_RECORD EXCERPTS_
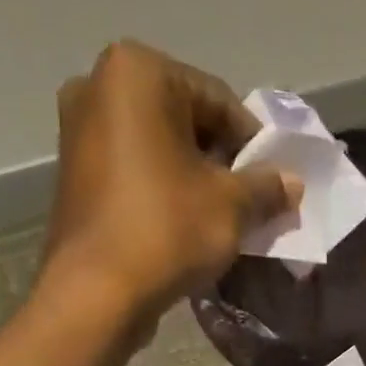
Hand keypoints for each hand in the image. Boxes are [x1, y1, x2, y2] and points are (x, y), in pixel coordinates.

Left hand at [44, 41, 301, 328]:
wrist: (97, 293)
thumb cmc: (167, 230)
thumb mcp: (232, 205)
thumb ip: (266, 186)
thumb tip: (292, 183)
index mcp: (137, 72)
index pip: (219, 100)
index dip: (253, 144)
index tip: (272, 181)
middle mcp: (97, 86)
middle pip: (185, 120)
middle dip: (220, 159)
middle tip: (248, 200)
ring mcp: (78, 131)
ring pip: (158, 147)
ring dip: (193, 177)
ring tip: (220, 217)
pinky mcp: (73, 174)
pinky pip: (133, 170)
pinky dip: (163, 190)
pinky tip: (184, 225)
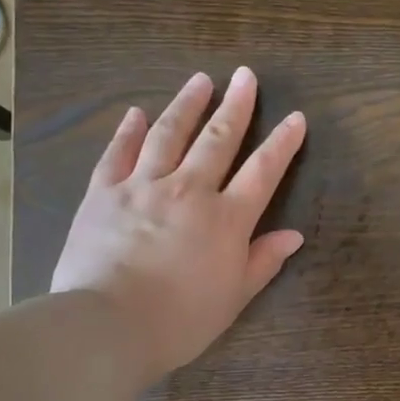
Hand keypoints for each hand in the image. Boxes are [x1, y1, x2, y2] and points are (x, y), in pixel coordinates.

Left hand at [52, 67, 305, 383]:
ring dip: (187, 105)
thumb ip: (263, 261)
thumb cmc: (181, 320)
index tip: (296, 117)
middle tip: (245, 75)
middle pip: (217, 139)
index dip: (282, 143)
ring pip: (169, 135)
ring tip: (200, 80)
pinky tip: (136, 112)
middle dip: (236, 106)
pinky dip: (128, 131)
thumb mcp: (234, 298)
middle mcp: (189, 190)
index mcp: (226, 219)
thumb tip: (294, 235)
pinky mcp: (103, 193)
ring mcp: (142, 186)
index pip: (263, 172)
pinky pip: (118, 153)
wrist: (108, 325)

_WHAT NEEDS TO BE DONE_
Whenever the word "thumb" shows up in a line above, copy that line.

_SOLUTION_
thumb cmc: (167, 230)
thumb mcp: (232, 205)
thumb ip: (266, 186)
thumb tip: (292, 183)
thumb ip: (263, 261)
thumb cmc: (181, 320)
thumb mcp: (234, 298)
thumb tip: (294, 235)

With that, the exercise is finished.